Abstract

Red spruce can establish on abandoned agricultural land only from seed, unlike in logged environments where red spruce forests can establish from seedlings that survived the harvest. In this study we collected seeds from the seed rain and from soil cores to examine the abundance and distribution of the red spruce seed rain and the seed bank along a gradient from the forest interior to adjacent old fields in Greenwich, Prince Edward Island National Park (PEINP), Canada. In addition, we examined the temporal abundance and distribution of the seed rain through the seed-fall season. We subsequently tested the germination potential of red spruce seeds from the forest portion of our sites. Because red spruce seeds are usually viable for only one year, we expected the seed bank to be either very small or non-existent. We found 39 red spruce seeds in the seed bank, distributed over 13.1% of the sampled area; 37 of these seeds were definitely nonviable.

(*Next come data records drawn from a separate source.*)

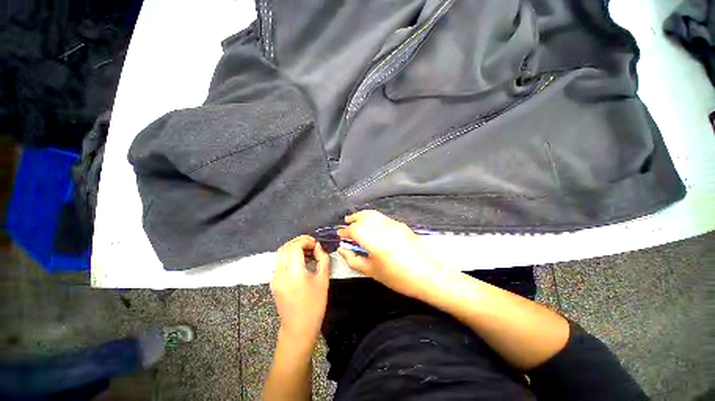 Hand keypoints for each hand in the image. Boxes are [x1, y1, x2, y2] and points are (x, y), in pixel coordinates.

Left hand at [271, 235, 330, 340]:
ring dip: (293, 247)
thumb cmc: (314, 305)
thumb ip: (323, 259)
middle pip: (286, 247)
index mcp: (294, 273)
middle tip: (312, 244)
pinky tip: (299, 260)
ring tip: (306, 250)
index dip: (306, 240)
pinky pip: (279, 261)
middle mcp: (280, 273)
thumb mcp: (323, 280)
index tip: (316, 244)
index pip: (295, 246)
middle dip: (299, 241)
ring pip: (280, 253)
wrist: (298, 328)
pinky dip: (289, 255)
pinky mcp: (273, 282)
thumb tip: (318, 247)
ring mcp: (274, 278)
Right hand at [337, 210, 441, 298]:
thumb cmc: (398, 278)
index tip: (341, 235)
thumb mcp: (372, 272)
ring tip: (356, 219)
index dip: (345, 231)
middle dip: (353, 219)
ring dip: (363, 216)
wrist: (427, 275)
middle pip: (364, 217)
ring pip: (374, 214)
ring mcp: (394, 225)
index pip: (355, 230)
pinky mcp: (401, 225)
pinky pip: (383, 218)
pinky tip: (372, 225)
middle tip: (346, 223)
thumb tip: (342, 249)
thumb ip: (354, 259)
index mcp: (375, 242)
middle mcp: (384, 229)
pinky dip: (373, 218)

From the seed rain, we collected 224 red spruce seeds, distributed over 29.4% of the sampled area; 213 of these seeds were definitely nonviable. Nearly all of the red spruce seed rain fell within the forest; differences in abundance among collection dates were not statistically significant. Our seeds had a low germination rate of 0.004%, in part because red and black spruce commonly hybridise in our study area. Despite the low rates of red spruce seed dispersal and viability, the presence of red spruce saplings in our two longest-abandoned fields shows that the species is able to slowly colonise some old fields in PEINP.